Amboseli National Park, is in Kajiado County, Kenya and at the floor of the Great Rift Valley. The park is 392 km2 in size. It is in an ecosystem that spreads across the Kenya-Tanzania border. It was gazetted as a National Park in 1974 to protect the core of this unique ecosystem.
In 1991, it was declared a UNESCO Man and the Biosphere Reserve. It is a low-rainfall area of an annual average of 350 mm.
It is 240 kilometers southeast from the capital city Nairobi, Amboseli National Park is the second most popular national park in Kenya after Masai Mara National Reserve. The park is famous for being the best place in the world to get close to free-ranging elephants
The park also offers spectacular views of Mount Kilimanjaro in Tanzania, the highest peak in Africa.

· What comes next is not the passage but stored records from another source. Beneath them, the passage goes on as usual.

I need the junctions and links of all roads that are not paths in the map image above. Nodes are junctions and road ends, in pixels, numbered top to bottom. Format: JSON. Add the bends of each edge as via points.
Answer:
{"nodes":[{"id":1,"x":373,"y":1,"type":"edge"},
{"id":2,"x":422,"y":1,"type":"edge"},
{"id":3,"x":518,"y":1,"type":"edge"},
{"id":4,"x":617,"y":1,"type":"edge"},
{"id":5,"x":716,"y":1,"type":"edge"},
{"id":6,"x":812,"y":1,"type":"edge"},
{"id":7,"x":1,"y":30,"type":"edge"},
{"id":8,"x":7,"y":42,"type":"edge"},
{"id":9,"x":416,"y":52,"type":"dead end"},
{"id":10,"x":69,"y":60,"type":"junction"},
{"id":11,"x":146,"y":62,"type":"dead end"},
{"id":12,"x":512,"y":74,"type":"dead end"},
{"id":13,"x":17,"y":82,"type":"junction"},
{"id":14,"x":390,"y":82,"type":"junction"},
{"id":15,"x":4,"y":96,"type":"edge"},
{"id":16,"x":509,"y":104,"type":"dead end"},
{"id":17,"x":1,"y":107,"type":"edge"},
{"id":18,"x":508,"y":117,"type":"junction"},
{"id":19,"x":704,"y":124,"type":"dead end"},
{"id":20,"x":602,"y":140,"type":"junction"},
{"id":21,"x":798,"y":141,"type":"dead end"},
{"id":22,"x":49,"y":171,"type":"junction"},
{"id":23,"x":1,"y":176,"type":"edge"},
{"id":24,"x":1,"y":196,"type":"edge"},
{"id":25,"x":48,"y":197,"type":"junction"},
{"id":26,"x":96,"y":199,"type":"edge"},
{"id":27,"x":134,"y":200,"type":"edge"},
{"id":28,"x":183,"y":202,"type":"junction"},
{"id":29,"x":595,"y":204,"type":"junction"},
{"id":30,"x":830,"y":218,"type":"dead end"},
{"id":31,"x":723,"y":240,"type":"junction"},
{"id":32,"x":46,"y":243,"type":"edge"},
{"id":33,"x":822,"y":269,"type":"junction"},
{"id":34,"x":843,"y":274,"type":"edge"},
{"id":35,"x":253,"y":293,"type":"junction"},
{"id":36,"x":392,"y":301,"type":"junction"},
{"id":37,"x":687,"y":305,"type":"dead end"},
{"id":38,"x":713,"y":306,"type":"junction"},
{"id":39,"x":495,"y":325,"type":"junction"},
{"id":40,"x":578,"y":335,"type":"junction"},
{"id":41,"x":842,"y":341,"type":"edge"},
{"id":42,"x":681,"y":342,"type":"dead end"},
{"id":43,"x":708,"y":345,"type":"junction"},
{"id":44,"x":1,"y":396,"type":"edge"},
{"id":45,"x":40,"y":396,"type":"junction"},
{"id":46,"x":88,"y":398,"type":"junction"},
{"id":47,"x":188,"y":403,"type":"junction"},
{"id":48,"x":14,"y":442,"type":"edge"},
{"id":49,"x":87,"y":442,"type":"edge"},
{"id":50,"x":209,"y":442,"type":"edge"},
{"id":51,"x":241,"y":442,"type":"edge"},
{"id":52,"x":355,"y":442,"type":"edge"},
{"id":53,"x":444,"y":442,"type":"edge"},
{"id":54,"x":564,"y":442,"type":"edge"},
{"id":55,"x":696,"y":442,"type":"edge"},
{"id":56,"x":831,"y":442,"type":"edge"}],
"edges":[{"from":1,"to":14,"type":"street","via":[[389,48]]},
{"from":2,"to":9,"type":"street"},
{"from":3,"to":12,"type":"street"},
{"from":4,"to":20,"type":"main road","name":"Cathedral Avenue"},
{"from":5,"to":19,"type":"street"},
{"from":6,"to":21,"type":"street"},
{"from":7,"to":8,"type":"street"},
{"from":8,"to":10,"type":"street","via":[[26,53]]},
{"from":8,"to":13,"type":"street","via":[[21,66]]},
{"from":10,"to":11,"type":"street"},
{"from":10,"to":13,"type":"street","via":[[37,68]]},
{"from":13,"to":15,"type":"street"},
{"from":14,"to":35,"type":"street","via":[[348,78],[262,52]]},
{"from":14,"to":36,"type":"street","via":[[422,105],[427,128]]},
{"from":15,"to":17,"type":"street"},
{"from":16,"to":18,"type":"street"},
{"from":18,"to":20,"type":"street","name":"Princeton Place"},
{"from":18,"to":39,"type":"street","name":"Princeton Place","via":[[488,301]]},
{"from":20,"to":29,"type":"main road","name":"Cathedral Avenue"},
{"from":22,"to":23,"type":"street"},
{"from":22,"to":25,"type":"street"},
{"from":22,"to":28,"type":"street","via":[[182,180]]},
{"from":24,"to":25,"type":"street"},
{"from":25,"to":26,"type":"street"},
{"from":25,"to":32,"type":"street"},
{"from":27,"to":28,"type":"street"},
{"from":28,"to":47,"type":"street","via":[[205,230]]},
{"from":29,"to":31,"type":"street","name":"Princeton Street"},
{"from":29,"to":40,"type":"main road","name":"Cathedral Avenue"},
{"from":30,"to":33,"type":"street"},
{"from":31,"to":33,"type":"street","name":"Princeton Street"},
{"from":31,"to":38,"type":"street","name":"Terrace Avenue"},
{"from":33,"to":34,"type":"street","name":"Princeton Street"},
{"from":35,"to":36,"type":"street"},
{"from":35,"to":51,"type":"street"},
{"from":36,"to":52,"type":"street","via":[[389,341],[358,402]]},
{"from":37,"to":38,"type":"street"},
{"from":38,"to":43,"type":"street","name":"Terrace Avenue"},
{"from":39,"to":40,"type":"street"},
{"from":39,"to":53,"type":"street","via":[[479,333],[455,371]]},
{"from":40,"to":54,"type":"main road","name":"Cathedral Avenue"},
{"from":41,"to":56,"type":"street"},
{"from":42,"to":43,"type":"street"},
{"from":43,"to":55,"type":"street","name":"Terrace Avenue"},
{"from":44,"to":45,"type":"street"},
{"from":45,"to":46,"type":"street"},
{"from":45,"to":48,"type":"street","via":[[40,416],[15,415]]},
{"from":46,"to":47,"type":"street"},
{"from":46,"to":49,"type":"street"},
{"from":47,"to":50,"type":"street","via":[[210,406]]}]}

Maasai community neighbors the park. Perhaps more than any other community in Kenya, the Masai have learned to live in complete harmony with their environment, and coexist and thrive together with the wildlife that surrounds them.
Amboseli offers some of the best opportunities to see African wildlife because the vegetation is sparse due to the long dry months. Amboseli National Park is home to many species, including elephants, blue wildebeests, plain zebras, Masai giraffes, Masai lions, spotted hyenas, impalas, cape buffaloes, Thomson’s gazelles among other African animals.

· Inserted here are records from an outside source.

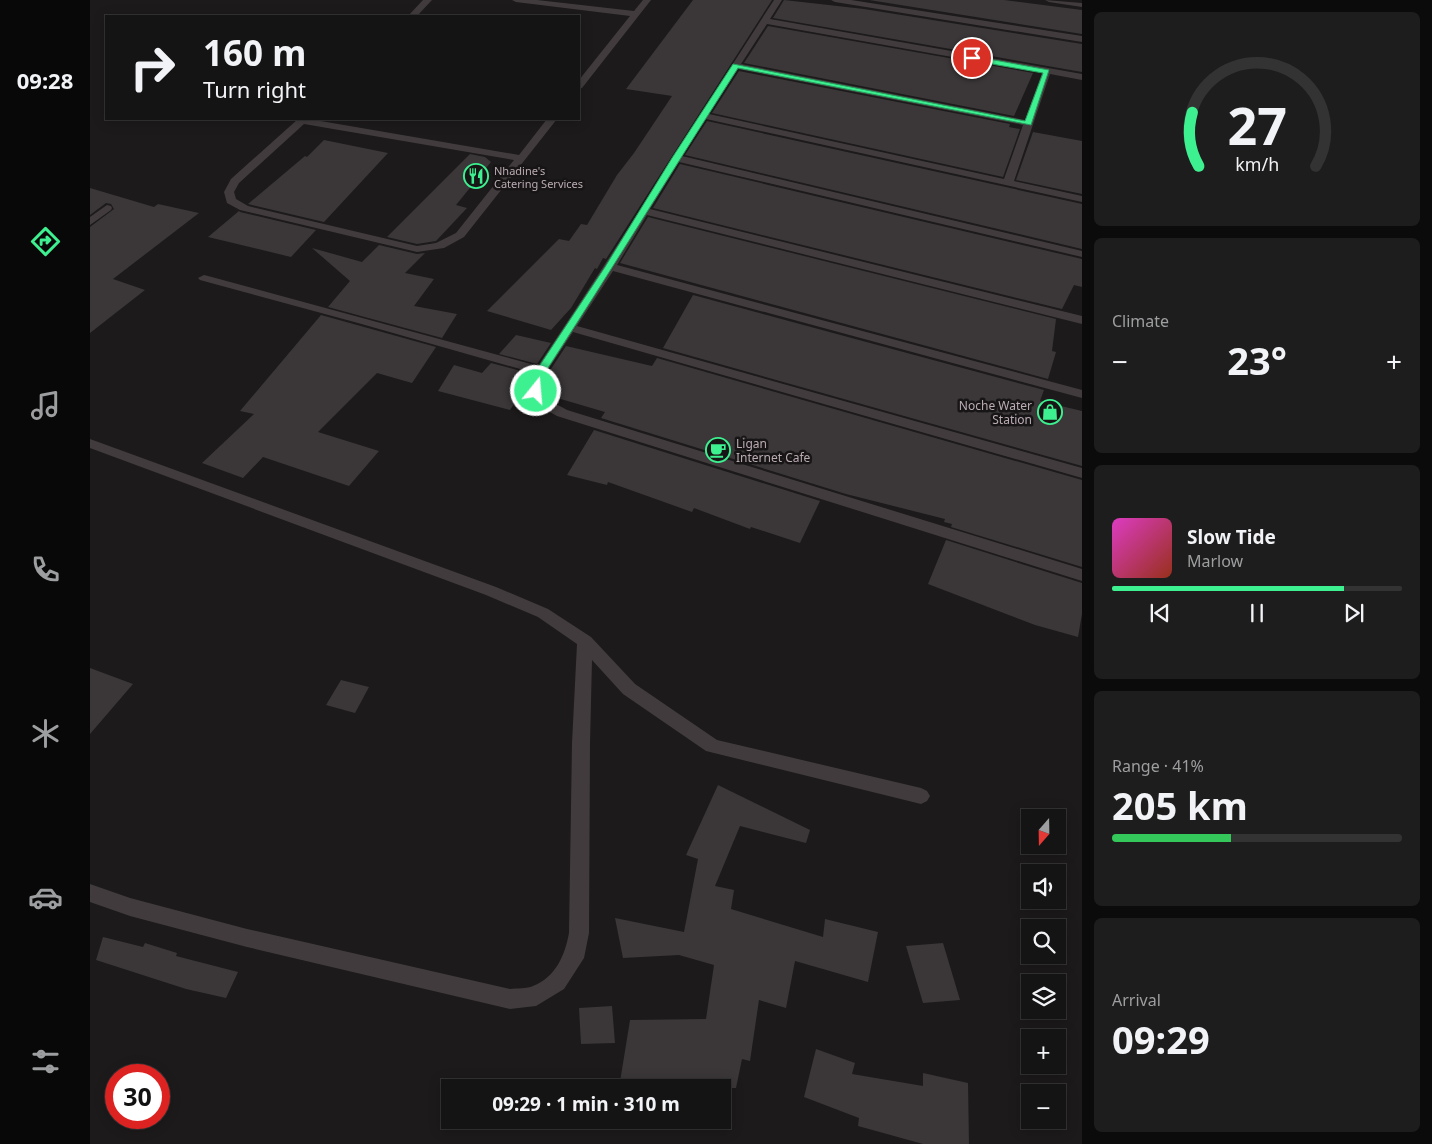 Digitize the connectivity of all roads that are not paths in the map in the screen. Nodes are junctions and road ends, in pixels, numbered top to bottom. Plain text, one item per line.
1 (428, 0) edge
2 (516, 0) edge
3 (648, 0) edge
4 (778, 0) edge
5 (835, 0) edge
6 (1049, 0) edge
7 (1082, 5) edge
8 (636, 14) junction
9 (413, 15) edge
10 (766, 22) junction
11 (1082, 38) edge
12 (736, 66) junction
13 (1047, 72) junction
14 (1082, 77) edge
15 (581, 80) edge
16 (704, 116) junction
17 (302, 120) edge
18 (551, 120) edge
19 (1028, 123) junction
20 (521, 158) junction
21 (676, 158) junction
22 (1008, 183) junction
23 (1082, 199) edge
24 (107, 208) dead end
25 (645, 211) junction
26 (90, 222) edge
27 (1082, 254) edge
28 (610, 267) junction
29 (204, 278) dead end
30 (1082, 320) edge
31 (571, 328) junction
32 (541, 371) junction
33 (1082, 394) edge
34 (90, 443) edge
35 (1082, 473) edge
36 (1082, 575) edge
37 (585, 641) junction
38 (922, 796) dead end
39 (90, 893) edge

1 - 9 street
2 - 8 street
3 - 8 street
4 - 10 street
5 - 11 street
6 - 7 street
8 - 15 street
10 - 12 street
10 - 13 street
12 - 16 street
12 - 19 street
13 - 14 street
13 - 19 street
16 - 21 street
16 - 22 street
17 - 20 street
17 - 20 street
18 - 20 street
19 - 22 street
21 - 25 street
21 - 27 street
22 - 23 street
24 - 26 street
25 - 28 street
25 - 30 street
28 - 31 street
28 - 33 street
29 - 32 street
31 - 32 street
31 - 35 street
32 - 36 street
34 - 37 street
37 - 38 street
37 - 39 street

Amboseli was home to one famous elephant named Echo, perhaps the most researched elephant in the world. It was followed for almost four decades by American conservationist Dr. Cynthia Moss.
In 2009 while in her sixties, Echo died a natural death.
Amboseli is also a host of birds, both large and small. Over 400 species of birds including water birds, pelicans, kingfishers, cranes, among others.
There are several Hotels and lodges that are based in the National Park including AA Lodge Amboseli, Ol Tukai Lodge Amboseli, Kibo Safari Camp among others. Amboseli National Park receives more than 130,000 visitors in a year. This is one place one needs to visit and experience the wild.